0

I am trying to extract images from a PDF file using PDFsharp. The test file I ran the code on shows the filter type being /JBIG2. I would like help in understanding how to decode this image and save it, if it is at all possible using PDFSharp.

The code I'm using to extract the image and then save it is as follows:

const string filename = "../../../test.pdf";            
PdfDocument document = PdfReader.Open(filename);
int imageCount = 0;

foreach (PdfPage page in document.Pages) { // Iterate pages
  // Get resources dictionary
  PdfDictionary resources = page.Elements.GetDictionary("/Resources");

  if (resources != null) {
    // Get external objects dictionary
    PdfDictionary xObjects = resources.Elements.GetDictionary("/XObject");

    if (xObjects != null) {
      ICollection<PdfItem> items = xObjects.Elements.Values;

      foreach (PdfItem item in items) { // Iterate references to external objects
        PdfReference reference = item as PdfReference;

        if (reference != null) {
          PdfDictionary xObject = reference.Value as PdfDictionary;

          // Is external object an image?
          if (xObject != null && xObject.Elements.GetString("/Subtype") == "/Image") {
            ExportImage(xObject, ref imageCount);
          }
        }
      }
    }
  }
}

static void ExportImage(PdfDictionary image, ref int count) {
   string filter = image.Elements.GetName("/Filter");

   switch (filter) {
     case "/DCTDecode":
       ExportJpegImage(image, ref count);
       break;
     case "/FlateDecode":
       ExportAsPngImage(image, ref count);
       break;
   }  
}

static void ExportJpegImage(PdfDictionary image, ref int count) {
  // Fortunately, JPEG has native support in PDF and exporting an image is just writing the stream to a file.
  byte[] stream = image.Stream.Value;
  FileStream fs = new FileStream(
    String.Format("Image{0}.jpeg", count++), FileMode.Create, FileAccess.Write
  );
  BinaryWriter bw = new BinaryWriter(fs);
  bw.Write(stream);
  bw.Close();
}

In the above, I am getting the filter type as /JBIG2, for which I do have support.
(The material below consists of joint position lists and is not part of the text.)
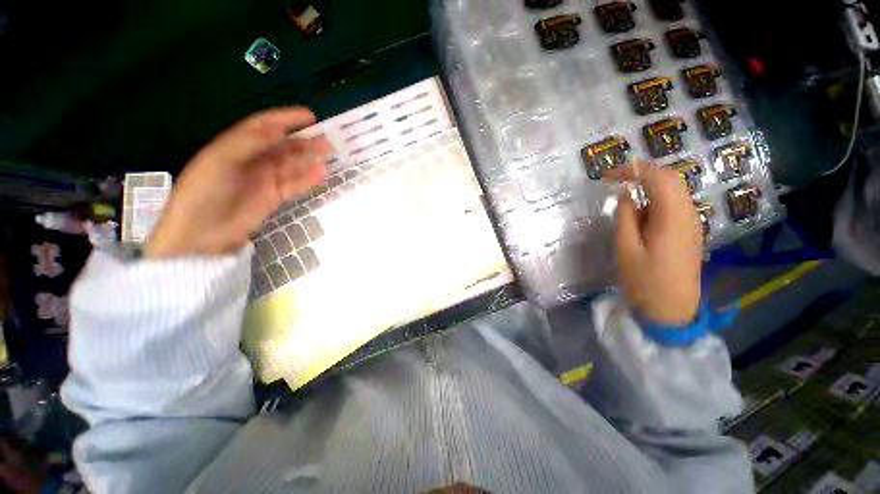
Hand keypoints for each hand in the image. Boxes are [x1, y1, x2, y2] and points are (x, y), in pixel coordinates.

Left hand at [145, 107, 330, 257]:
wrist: (200, 233)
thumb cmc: (203, 193)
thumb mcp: (220, 162)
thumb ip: (248, 144)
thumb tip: (276, 129)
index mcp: (235, 146)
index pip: (264, 126)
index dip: (286, 119)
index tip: (309, 116)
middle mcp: (252, 160)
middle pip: (282, 147)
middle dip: (304, 142)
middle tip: (327, 141)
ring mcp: (264, 180)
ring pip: (291, 166)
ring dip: (309, 160)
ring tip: (328, 157)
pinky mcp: (273, 197)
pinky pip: (293, 185)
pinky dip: (307, 179)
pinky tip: (320, 175)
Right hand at [604, 163, 702, 325]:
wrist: (672, 310)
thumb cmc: (644, 281)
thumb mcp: (626, 248)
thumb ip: (625, 216)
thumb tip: (626, 193)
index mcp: (672, 217)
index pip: (657, 177)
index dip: (632, 170)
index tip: (607, 176)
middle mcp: (688, 213)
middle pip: (670, 178)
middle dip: (642, 173)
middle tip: (615, 180)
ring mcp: (692, 222)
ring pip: (673, 190)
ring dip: (649, 185)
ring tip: (624, 195)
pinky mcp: (689, 231)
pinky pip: (674, 204)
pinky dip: (655, 199)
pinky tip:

The above code is used from PDFSharp: Export Images Sample

Agi Hammerthief
  • 2,114
  • 1
  • 22
  • 38
  • Please post the code you're using for the extraction process and, if possible, the PDF in question (or a link thereto). – Agi Hammerthief Mar 12 '19 at 07:40
  • Edited the main summary with the code. It will be difficult to share the file but I can add that the file is a pdf generated when I scanned a document and emailed it to myself. @AgiHammerthief – bluemoonstudios Mar 12 '19 at 08:46
  • To answer your question I would have to read the PDF Reference manuals from Adobe, but I don't have time for that now. Maybe you can answer your question on your own if you check out the reference. – I liked the old Stack Overflow Mar 13 '19 at 06:53

1 Answers1

-1

JBIG2 is most widely used in PDF, however outside of PDF is a different story. Although .jbig2 is a raster image format, support for it is quite sparse in terms of image viewers. Your best bet would be to export it as a CCITT4 compressed TIFF as Acrobat does.

JosephA
  • 1,187
  • 3
  • 13
  • 27